Andrew "Old Hickory" Jackson
My personal favorite for sheer audacity! Jackson loved a good duel and is estimated to have participated in 13 of them, showing at all times a complete and utter disregard for his own life. Jackson once allowed his adversary, Charles Dickinson, to take the first shot-taking a bullet in the chest, Jackson used one hand to stem the bleeding while he used the other to raise his pistol and shoot Dickinson dead. Years later, while miraculously surviving the first assassination attempt in the history of the U.S., a 67-year old Jackson had to be pulled off of his attacker after pummeling him to within an inch of his life with his hickory cane.
As commander of an elite U.S. cavalry unit-the Rough Riders-in the Mexican-American War, Roosevelt led a daring heroic charge up San Juan Hill on foot. Decades later, while campaigning for a third term, he was shot in the chest during an assassination attempt and, recognizing that the wound was not fatal, delivered a 90 minute speech while bleeding from the chest before receiving medical attention. Some of his pets would eventually include a lion, a bear, and a badger.
Harry S. Truman
Months after succeeding FDR in the midst of WWII, Truman's decision to drop atomic bombs on Japan forced that island nations unconditional surrender, in theory averting the deaths of hundreds of thousands of American lives. And you just HAD to fuck around with the sleeping giant!

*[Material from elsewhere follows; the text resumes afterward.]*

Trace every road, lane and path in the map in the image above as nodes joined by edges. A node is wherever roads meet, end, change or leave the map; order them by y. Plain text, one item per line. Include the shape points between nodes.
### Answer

America's first president is seen as not only a great general, but quite possibly a demigod as well! While leading battles from the frontline, he usually returned from the carnage, his uniform peppered with bullet holes and often in need of a new horse, but always completely unharmed. While undoubtedly brave, his street rep is due more to being in the right place at the right time and having an excellent PR department than it is to his generalship!
John Quincy Adams
Late into his old age and as part of his daily fitness regimen, Adams would swim across the Potomac River and back, completely naked, even during winter. It may have been said that his presidency lacked balls, but that was only after his swim!

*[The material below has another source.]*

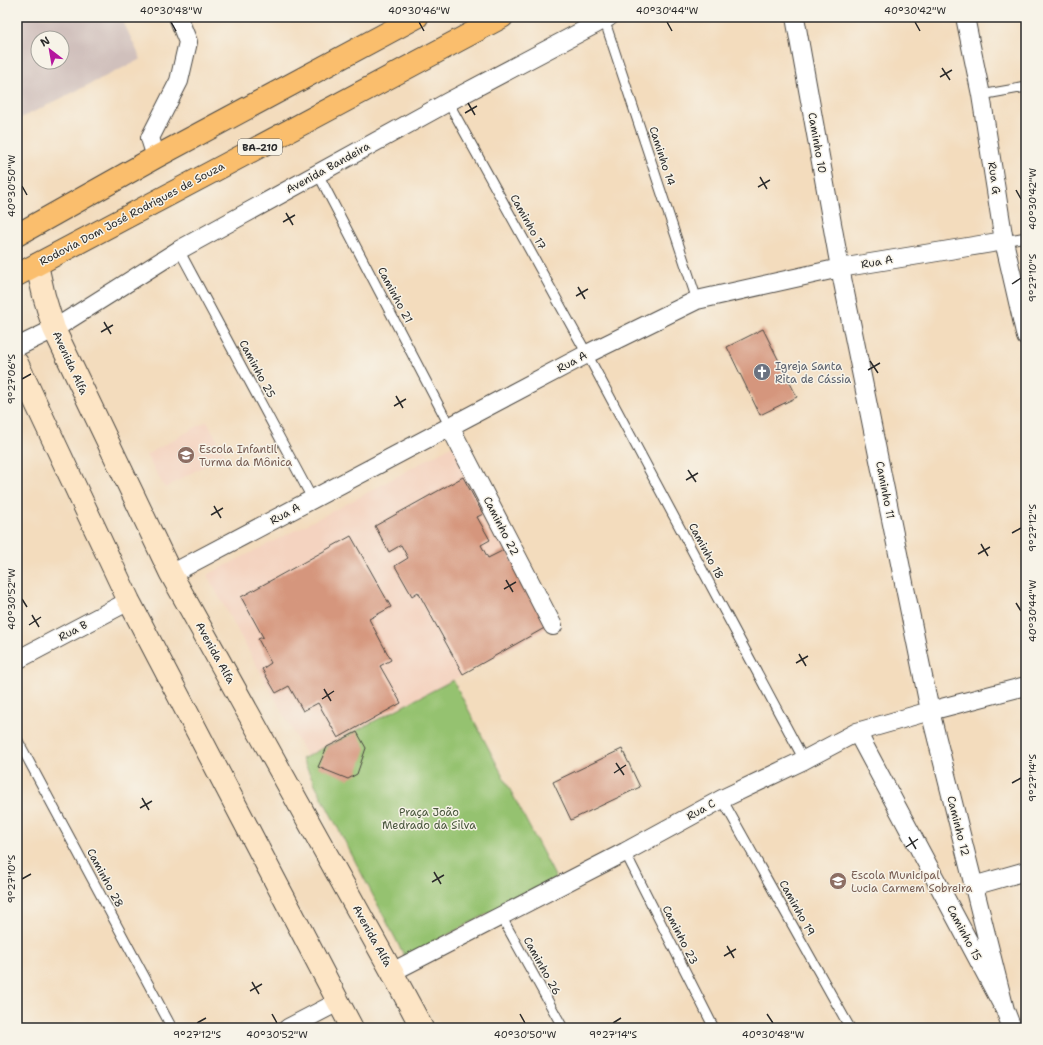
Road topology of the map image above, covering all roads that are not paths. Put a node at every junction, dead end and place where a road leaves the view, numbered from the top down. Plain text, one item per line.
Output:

While serving as the third president, the official author of the Declaration of Independence jumped at the opportunity to purchase the Louisiana Territory-without waiting for congressional approval or authority-from financially desperate, war-torn France, in essence doubling the size of the U.S. for less than five cents an acre. After sending Lewis and Clarke out to explore the new frontier, the explorers brought back two grizzly bear cubs that he kept as pets. Just overlook the whole flip-flop he did on the issue of slavery!
Ambidextrous and fluent in seven languages, Garfield could write in Latin with one hand and in Greek with the other-simultaneously! James who?